__Data extract__.
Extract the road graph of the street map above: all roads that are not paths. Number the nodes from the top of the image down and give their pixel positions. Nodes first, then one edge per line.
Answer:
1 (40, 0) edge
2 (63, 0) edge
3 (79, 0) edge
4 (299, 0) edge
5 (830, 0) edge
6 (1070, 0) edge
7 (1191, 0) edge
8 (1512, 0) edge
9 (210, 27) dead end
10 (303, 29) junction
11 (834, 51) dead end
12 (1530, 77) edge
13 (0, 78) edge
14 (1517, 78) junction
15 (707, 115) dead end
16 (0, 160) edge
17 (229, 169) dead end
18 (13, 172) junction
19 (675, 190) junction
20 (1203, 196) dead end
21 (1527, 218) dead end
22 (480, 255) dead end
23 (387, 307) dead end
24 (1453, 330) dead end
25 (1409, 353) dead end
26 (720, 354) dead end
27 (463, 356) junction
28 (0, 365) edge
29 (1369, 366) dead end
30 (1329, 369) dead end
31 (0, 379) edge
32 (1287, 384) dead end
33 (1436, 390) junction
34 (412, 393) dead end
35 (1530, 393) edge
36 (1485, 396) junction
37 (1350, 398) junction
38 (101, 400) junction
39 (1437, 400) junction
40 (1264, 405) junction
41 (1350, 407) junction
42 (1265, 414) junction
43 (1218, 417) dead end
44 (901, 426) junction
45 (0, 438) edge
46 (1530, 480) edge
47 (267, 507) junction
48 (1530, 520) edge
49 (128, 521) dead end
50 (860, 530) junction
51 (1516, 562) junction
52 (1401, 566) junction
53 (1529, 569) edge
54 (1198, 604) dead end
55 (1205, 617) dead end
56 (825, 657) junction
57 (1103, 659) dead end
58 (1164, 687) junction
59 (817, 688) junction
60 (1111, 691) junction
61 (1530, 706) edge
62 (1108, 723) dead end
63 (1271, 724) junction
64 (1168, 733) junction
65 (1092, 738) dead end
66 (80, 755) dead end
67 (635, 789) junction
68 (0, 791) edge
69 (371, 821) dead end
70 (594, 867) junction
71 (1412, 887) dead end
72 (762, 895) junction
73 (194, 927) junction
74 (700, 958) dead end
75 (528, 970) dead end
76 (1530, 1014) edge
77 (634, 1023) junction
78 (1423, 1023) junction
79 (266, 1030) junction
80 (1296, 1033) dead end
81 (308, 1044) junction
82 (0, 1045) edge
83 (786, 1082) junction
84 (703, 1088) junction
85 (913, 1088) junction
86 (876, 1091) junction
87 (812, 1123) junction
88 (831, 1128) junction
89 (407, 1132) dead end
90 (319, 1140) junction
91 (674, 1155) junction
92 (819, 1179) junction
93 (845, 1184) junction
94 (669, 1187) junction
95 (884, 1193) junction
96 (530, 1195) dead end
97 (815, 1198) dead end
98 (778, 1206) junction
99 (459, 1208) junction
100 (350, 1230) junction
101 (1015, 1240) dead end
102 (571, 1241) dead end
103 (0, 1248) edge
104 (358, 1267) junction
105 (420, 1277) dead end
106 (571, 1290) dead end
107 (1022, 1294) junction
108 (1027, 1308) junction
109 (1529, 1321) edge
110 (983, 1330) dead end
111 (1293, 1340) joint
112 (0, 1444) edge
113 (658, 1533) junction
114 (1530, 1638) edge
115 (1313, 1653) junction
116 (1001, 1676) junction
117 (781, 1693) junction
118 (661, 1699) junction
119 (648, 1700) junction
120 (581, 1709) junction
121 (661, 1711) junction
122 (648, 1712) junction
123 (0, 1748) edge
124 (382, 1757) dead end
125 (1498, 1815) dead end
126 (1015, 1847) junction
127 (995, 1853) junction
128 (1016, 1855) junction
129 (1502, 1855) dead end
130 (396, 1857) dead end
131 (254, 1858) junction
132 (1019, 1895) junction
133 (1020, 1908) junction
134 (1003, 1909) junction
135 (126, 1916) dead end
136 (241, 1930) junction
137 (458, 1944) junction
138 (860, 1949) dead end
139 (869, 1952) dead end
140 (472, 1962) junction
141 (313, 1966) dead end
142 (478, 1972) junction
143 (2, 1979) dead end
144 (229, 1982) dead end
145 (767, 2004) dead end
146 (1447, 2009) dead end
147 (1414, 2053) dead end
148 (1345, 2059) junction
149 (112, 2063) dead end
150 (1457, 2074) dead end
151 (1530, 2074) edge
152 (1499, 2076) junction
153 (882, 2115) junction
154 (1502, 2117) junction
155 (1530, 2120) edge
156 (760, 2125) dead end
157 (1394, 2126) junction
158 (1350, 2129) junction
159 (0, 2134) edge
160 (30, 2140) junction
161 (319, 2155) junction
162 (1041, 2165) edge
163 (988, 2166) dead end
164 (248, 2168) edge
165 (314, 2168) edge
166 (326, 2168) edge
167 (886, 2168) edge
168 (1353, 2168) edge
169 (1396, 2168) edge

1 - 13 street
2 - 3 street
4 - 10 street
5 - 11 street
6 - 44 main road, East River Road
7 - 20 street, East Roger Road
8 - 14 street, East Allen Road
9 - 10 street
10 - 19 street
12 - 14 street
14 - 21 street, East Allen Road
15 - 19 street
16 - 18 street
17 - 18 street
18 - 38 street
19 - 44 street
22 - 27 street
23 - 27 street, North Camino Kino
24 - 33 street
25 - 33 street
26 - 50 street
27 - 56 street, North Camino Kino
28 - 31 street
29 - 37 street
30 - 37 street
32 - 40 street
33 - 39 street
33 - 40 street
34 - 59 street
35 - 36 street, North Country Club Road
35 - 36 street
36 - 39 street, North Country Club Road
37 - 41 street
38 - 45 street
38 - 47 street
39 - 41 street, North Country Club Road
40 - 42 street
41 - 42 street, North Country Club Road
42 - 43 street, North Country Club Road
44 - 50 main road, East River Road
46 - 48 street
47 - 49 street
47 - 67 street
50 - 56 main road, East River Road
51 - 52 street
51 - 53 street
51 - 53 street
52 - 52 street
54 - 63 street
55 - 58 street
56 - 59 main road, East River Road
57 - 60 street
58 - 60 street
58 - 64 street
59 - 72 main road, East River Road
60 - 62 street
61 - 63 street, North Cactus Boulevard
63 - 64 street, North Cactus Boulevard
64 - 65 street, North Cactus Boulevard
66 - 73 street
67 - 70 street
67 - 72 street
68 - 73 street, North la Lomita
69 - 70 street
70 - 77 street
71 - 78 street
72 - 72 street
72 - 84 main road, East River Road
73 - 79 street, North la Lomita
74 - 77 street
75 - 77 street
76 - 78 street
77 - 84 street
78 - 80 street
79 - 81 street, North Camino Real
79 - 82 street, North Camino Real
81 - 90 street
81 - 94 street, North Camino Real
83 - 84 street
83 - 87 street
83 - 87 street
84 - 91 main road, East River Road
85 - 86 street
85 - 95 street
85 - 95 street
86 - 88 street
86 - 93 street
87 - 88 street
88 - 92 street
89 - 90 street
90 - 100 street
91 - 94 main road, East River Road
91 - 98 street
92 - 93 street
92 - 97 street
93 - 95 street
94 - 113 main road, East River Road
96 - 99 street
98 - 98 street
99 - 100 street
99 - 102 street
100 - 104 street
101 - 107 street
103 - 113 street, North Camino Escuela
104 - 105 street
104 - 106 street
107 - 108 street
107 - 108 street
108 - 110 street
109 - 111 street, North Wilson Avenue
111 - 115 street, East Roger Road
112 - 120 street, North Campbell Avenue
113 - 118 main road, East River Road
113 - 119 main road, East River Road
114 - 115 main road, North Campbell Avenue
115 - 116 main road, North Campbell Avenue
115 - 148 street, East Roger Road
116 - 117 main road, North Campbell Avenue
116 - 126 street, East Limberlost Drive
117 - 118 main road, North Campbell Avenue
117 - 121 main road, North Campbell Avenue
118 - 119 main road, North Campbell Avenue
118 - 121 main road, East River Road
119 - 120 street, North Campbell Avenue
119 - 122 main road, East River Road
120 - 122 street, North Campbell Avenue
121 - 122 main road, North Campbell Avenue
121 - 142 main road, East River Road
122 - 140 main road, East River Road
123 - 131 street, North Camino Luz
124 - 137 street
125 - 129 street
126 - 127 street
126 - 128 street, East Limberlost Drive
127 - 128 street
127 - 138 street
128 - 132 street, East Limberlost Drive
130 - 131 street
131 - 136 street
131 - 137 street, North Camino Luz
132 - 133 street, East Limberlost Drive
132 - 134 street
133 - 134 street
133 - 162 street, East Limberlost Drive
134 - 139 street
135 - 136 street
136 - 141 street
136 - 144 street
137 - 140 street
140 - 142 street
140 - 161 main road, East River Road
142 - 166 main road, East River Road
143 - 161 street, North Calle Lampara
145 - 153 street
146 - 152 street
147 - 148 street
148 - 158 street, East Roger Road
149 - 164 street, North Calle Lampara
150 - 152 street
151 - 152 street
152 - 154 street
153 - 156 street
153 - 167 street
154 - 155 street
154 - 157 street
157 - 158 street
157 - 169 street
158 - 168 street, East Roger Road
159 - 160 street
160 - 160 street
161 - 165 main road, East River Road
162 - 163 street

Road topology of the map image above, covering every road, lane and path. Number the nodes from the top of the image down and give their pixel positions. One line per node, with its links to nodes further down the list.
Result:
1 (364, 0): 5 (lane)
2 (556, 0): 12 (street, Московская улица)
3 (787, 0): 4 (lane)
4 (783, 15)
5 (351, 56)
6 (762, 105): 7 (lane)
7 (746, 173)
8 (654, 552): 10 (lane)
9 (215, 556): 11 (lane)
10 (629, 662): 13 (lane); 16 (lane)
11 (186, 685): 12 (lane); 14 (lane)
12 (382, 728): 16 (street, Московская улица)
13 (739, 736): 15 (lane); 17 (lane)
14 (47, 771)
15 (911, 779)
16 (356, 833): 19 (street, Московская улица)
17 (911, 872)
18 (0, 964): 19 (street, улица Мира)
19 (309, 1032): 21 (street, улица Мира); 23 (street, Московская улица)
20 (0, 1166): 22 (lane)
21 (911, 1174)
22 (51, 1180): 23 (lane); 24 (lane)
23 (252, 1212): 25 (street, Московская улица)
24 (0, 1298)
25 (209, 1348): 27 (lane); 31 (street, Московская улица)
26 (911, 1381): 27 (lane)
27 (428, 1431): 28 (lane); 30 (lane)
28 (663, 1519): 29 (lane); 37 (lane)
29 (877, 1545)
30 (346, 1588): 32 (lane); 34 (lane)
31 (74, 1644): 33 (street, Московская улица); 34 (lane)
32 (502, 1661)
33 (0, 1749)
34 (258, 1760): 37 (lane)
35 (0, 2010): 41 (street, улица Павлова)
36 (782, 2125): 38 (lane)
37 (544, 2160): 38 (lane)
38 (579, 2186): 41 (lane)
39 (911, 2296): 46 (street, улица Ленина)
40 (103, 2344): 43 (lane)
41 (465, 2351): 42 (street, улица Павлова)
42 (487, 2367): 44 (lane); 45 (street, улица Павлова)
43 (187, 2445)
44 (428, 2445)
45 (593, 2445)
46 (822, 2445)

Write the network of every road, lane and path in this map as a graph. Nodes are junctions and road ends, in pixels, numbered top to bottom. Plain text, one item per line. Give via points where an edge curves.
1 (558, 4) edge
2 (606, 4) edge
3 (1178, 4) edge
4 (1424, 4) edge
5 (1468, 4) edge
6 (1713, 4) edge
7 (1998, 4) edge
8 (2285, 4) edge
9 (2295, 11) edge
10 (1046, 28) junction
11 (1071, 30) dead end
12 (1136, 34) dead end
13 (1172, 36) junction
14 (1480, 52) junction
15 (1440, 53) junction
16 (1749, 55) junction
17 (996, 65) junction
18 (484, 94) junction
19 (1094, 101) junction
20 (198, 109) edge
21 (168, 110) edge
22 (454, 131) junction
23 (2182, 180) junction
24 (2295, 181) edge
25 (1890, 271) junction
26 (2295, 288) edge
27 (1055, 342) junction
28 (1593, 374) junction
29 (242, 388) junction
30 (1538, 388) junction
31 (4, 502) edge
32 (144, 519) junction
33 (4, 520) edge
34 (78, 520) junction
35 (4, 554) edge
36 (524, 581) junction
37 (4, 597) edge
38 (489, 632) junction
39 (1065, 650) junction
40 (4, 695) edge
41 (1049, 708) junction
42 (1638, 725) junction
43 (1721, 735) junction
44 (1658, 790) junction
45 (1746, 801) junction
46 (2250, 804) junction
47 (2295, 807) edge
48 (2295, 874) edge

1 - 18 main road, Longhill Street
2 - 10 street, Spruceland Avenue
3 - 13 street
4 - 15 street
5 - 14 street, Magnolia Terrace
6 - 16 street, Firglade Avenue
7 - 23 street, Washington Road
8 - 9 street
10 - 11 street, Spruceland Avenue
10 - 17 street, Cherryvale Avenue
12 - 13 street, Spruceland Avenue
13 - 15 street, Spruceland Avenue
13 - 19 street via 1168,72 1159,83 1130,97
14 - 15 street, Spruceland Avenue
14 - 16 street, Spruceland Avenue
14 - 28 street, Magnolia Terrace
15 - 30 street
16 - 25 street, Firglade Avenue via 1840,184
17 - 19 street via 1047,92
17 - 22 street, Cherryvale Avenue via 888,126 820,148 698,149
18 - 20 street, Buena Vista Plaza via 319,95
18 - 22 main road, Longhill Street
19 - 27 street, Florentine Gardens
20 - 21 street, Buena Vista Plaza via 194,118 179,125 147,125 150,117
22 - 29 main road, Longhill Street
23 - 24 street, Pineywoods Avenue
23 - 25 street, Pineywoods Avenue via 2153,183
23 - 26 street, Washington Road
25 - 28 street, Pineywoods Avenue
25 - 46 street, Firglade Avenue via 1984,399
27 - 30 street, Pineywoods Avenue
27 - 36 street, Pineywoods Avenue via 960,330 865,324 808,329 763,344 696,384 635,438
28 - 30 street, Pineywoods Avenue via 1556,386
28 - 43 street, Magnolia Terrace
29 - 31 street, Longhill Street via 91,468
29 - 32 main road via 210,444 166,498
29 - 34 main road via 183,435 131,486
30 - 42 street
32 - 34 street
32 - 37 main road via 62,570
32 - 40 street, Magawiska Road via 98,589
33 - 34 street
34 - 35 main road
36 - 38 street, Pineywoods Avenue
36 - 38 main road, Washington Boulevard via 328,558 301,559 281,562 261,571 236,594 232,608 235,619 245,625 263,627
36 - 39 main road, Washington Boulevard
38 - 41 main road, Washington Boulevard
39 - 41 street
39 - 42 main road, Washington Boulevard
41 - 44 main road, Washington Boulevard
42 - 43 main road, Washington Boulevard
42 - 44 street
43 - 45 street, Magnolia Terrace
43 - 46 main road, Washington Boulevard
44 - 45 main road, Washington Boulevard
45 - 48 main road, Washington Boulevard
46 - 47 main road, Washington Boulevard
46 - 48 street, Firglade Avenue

__Your objective__.
Every line above that holds the string "Longhill" should be copied out.

__Answer for the task__.
1 - 18 main road, Longhill Street
18 - 22 main road, Longhill Street
22 - 29 main road, Longhill Street
29 - 31 street, Longhill Street via 91,468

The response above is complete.